第843話 3歳のお祭りの楽しみ方

 どうも、おじいちゃん、おばあちゃんは、私に優しいということを悟ったアンジェラ。どこかの誰かさんが我が家の女王様の怒りをかったときに逃げ込む父の後ろというのが見えてくる。

 私の祖父母も、遠く離れた場所で住んでいたので、それほど頻繁に会えなかった。だから、祖父母の方も私を甘やかしたかったというのもあったのだと思うが、目の前でそれを見せられていると、どうしたものかと思ってしまう。

 アンジェラたちの誕生祭は、始まっており、屋敷の前は店が並び賑わっていた。



「次はあっち」

「アンジェラや、こっちのはどうだ?」

「うぅん、こっちがいいの!」



 我儘言いたい放題になっているアンジェラに少々悩まされる。



「アンジーはかなり打ち解けているね?」

「……ジョージア様。なんとか言ってあげてください」

「そうはいってもねぇ?両親も可愛くて仕方がないんだから、しょうがないよ。アンナがあんなに可愛い子を生むからいけないんだ」

「……ほぼほぼ、見た目はジョージア様ですけどね!」

「中身はアンナだけどね?」



 クスクス笑うジョージアは、私の子ども時代を見てきたかのようにアンジェラの話をする。私がいなかった数ヶ月の間、そうとうジョージアに甘やかされていたらしい。ただし、リアンには、叱られてばかりいたとか。

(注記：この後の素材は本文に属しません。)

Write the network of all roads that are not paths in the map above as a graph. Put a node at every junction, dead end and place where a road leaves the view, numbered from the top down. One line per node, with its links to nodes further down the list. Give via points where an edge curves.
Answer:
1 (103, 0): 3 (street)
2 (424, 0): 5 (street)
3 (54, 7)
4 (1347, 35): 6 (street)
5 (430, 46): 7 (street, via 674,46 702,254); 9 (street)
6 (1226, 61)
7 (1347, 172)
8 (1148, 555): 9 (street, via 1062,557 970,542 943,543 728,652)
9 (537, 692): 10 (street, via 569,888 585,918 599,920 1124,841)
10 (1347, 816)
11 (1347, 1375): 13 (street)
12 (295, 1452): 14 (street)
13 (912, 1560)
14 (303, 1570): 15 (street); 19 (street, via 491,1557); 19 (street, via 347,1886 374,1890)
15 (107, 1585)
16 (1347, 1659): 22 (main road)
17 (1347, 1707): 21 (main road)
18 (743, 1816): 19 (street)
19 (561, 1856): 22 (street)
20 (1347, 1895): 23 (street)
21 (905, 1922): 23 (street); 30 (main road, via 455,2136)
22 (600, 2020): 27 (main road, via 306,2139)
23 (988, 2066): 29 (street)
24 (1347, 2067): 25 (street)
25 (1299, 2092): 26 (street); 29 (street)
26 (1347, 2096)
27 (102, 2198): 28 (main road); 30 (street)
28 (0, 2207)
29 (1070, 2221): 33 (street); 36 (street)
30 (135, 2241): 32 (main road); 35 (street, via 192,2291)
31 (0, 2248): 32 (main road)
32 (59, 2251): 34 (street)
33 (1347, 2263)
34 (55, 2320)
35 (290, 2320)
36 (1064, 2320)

「リアンはさすがだよね。母親だけあって、うまく叱ってくれるよ」

「叱るというより、諭すのほうが正解ですよ。リアンは、決して威圧的ではなく、目を見てどうしてそれをしたのかとか、しっかり話を聞いた上で、これはどうしてしてはいけないのかと、こんこんと言われるの」

「まるで、アンナが言われたようなふうに聞こえるけど?」

「……そんなこと、ありませんよ?」



 おほほほ……と笑うと、じとっとこちらを見てくる。



「ママは、リアンに叱られているの」



 思わぬ伏兵に手を繋いでいたジョージを見る。



「へぇーアンナがリアンにね?まぁ、デリアがいたときもよく見た光景だけど?」

「……そんなことありませんよ?」

「デリアがいたときは、注意だけではなかったよね。本当にアンナはいつまでたっても……」

「子どもだって言いたいんですか?」

「……違うよ?予測不可能って言いたかったんだよ」

「同じじゃないですか!アンジェラだって、あっ、ほら!」

「本当だ。おんなじだね。母娘なのに……もう少し落ち着こうか?アンナも」

「……落ち着いた立派な淑女ですよ!」

「そういうことにしておくよ!さて、アンジーを回収してくるよ。そうしないと、両親が寝込んでしまいそうだ」

「それは、困りますから、お願いします」

「あぁ、わかったよ。それにしても……」



 こちらを見て、まだ、何か言いたげなジョージアを睨む。



「アンジーは、きっとアンナのような大人になるんだろうね」

「それは……」

「そのままだよ」



 そういってアンジェラの元に駆けていってしまう。その後ろ姿を見ながらため息をつく。



「ママ?」

「どうしたの?」

「あれ、食べたい」



 珍しくジョージが興味をひいた食べ物があったようで、指さした方を見ると、たまに食べたくなる蒸かし芋。そこにバターがのかっていておいしそうだ。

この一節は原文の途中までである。